PS: -- Miles Davis and stuff I’d heard. All those tinkling bells, and those things, which went along with the Mediterranean thing. And also a reaction against a little, which was, I find it very hard to play even now, it’s so peculiar and cold.

BM: Well it seems very dissonant and there’s very few melodies you can grab onto in that whole album.

PS: Yeah. This, I mean, this happens, you know. It’s what happens if you try to push toward the boundaries of popular music or art or whatever you want to call it, you’re bound to go through, explore different phases. If you’re a writer, a painter, whatever you are.
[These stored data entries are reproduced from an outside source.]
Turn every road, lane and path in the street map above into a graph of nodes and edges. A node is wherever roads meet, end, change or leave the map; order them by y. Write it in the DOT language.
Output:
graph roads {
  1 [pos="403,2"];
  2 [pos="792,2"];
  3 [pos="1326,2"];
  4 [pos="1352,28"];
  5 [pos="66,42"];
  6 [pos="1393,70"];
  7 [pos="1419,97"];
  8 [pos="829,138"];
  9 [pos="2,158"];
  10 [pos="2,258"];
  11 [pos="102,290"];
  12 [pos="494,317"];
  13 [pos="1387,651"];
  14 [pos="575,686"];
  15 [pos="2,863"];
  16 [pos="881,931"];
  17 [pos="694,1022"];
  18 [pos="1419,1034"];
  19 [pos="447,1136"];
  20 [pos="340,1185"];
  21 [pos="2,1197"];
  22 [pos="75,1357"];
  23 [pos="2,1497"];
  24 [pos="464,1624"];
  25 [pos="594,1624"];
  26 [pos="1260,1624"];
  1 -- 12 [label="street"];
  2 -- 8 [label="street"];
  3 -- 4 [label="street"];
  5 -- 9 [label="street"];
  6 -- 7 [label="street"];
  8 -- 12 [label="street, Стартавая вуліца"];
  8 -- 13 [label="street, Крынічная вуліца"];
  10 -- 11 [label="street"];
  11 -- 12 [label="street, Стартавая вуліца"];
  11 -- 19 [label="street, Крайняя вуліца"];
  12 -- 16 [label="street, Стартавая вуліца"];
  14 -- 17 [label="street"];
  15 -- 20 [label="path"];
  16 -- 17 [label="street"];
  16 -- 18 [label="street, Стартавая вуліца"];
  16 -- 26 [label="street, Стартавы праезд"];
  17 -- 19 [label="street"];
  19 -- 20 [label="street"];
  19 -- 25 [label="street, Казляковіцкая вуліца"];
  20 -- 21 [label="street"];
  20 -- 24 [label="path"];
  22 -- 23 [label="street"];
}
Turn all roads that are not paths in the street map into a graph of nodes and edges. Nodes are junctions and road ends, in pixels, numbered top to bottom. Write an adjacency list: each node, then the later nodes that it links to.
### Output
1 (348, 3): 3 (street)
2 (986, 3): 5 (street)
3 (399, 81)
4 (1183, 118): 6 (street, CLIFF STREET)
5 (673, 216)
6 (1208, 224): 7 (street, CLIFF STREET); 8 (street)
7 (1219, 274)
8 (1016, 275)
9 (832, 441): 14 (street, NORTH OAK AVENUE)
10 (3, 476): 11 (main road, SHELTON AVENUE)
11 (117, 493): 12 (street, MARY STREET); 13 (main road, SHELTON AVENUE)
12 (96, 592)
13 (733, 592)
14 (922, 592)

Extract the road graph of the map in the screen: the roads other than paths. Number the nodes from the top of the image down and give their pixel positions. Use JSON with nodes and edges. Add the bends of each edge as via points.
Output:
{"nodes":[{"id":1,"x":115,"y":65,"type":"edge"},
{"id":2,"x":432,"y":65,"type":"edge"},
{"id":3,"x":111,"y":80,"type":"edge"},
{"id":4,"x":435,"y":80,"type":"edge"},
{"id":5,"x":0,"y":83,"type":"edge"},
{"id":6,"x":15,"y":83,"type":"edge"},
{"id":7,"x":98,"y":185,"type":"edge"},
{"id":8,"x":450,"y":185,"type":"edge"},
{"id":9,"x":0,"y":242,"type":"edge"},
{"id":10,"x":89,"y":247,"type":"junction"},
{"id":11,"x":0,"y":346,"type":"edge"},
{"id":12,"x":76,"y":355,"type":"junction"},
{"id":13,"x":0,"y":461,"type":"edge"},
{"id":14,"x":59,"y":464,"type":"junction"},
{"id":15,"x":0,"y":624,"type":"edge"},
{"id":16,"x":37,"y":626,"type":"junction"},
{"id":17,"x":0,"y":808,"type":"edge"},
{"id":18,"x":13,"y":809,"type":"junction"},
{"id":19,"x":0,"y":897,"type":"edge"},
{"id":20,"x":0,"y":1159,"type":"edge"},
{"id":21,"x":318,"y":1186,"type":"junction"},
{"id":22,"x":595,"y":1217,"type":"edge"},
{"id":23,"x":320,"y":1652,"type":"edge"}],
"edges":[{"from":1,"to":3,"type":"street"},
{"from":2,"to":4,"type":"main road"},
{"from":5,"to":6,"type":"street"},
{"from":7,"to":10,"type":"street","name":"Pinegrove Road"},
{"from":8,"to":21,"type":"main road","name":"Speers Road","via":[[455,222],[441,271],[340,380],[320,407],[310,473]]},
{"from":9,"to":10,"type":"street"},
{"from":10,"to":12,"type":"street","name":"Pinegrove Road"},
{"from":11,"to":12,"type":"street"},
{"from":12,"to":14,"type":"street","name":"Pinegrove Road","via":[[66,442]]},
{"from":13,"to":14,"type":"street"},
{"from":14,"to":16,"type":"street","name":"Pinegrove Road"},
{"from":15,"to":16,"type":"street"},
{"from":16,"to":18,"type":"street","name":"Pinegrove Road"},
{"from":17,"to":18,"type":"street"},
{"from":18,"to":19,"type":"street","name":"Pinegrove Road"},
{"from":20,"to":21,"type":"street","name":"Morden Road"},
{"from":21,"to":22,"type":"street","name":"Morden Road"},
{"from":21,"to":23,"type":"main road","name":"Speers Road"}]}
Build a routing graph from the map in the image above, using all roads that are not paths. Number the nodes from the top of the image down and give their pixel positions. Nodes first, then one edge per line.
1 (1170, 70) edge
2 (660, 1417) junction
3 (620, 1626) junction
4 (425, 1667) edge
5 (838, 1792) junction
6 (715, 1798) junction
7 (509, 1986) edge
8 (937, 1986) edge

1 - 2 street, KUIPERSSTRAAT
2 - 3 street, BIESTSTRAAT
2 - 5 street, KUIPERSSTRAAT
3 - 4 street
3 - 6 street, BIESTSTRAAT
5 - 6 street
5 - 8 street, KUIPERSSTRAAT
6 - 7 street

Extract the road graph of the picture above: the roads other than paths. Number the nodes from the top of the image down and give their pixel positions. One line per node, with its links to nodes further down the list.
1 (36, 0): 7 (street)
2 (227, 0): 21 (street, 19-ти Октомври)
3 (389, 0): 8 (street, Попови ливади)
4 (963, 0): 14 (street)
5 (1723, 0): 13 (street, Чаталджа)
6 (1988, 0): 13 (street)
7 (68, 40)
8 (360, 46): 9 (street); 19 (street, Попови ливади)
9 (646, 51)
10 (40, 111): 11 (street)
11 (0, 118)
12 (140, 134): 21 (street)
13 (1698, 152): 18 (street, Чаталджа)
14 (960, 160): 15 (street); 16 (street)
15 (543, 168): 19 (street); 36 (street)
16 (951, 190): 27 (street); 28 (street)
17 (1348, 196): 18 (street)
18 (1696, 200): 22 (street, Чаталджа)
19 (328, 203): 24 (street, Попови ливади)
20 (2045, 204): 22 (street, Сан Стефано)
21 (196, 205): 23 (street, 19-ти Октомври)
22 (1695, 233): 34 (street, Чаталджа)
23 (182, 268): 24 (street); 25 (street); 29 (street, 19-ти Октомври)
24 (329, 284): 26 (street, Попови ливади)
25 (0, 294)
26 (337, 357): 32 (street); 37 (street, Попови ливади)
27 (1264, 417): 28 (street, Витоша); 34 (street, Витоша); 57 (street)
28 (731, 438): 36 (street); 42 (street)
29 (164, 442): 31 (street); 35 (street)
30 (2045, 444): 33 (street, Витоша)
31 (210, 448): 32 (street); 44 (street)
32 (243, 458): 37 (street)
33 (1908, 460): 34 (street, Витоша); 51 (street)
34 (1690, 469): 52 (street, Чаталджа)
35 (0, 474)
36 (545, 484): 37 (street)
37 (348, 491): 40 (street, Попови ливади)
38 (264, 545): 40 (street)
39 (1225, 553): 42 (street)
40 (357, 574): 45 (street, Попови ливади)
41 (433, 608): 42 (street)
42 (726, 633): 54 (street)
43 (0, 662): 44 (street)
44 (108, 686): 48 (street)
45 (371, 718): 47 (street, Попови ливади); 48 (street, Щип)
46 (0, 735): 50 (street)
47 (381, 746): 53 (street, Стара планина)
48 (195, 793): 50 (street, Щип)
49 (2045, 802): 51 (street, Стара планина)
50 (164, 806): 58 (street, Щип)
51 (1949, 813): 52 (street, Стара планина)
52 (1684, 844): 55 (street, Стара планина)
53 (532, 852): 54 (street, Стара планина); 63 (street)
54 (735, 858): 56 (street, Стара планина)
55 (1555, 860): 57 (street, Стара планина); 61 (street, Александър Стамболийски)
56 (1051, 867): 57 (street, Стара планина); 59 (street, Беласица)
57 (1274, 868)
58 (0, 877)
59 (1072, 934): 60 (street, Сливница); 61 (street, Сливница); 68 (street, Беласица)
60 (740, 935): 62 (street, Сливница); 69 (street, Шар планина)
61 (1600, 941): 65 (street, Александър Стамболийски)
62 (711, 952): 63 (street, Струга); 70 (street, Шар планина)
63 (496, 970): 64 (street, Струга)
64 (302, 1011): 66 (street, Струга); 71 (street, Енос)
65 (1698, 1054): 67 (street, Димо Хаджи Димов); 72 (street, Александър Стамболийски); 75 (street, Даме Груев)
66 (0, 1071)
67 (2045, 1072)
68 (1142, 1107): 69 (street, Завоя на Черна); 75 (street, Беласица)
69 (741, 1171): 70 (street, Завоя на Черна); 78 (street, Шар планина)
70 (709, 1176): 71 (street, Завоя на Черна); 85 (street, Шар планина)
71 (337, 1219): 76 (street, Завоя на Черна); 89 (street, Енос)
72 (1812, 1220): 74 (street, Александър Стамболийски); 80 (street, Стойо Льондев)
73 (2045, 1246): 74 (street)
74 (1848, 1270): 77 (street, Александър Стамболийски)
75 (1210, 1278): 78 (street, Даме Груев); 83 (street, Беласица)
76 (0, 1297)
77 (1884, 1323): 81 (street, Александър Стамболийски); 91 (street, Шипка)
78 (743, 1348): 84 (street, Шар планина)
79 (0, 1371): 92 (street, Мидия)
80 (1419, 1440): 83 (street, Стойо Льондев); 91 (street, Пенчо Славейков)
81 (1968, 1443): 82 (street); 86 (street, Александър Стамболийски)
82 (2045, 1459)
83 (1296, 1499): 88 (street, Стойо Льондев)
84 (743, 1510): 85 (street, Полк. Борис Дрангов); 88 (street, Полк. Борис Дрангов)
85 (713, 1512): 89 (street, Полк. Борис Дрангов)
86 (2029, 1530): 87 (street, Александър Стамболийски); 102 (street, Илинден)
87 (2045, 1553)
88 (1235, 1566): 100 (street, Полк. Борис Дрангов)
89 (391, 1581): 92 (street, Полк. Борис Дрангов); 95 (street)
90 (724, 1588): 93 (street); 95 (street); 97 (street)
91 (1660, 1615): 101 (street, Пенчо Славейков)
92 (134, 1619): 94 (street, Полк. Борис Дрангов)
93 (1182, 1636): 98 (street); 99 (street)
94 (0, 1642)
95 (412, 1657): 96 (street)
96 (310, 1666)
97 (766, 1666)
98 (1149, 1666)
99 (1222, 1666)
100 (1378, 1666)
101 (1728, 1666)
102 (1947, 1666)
Because Robert and I, most of the people were so shaken with the band through the years, one of the other things that’s happened, even long after I was there, people are happy to make a living, but they’re all people that had a sense of integrity toward music and wanted to push it and see what could be done with it, as well as make a living, of course. But you can’t do the first thing without having a pound in your pocket for a meal, as it were.

BM: What did your role as producer entail for those last three albums?

PS: It entailed direction, enthusiasm, sitting in the box, inventing new sounds with the engineers, trying to tie Robert’s little bits and pieces together into one whole sort of cogent being, as it were. Bringing out the best in Robert, and trying to, on occasion, make him less quirky, as the case may be.

BM: [laughs]

PS: Eno managed to do it by looping him, but I wasn’t, I didn’t think of that at the time.

BM: Yeah. [laughs]

PS: I wish I had. Bringing out, getting the lyrics, the interpretation of the lyrics as close as I had written, not how I’d written, but how I’d felt it when I wrote it. We always had very good engineers, so we didn’t have to worry too much about the sounds, but it was just a matter of saying, “What happens if we do this?” and “Can we do that?” and “Why don’t we try this?” We were always experimenting and pushing things. And I had these sort of synthesizers, these very early synths in those days, and trying to see how we could write songs that would make sense to use even some instruments to enhance as opposed to just putting it in because it was a funny noise, you know.

BM: [laughs]

PS: Lots of people were putting funny noises in, trying to make them be there for reasons. And I was sort of funny noise specialist, really.

BM: Well, when I talked to Bill Bruford, I got the impression that his recollection of his years with Crimson were awful. [laughs] I mean, he said it was a horrible experience, and he said the rehearsals were just awful, involved staring at your feet for long periods of time. And he didn’t like the touring, he didn’t get along with Robert. What is your impression of the rehearsals. Were they as god-awful as Bill Bruford remembers?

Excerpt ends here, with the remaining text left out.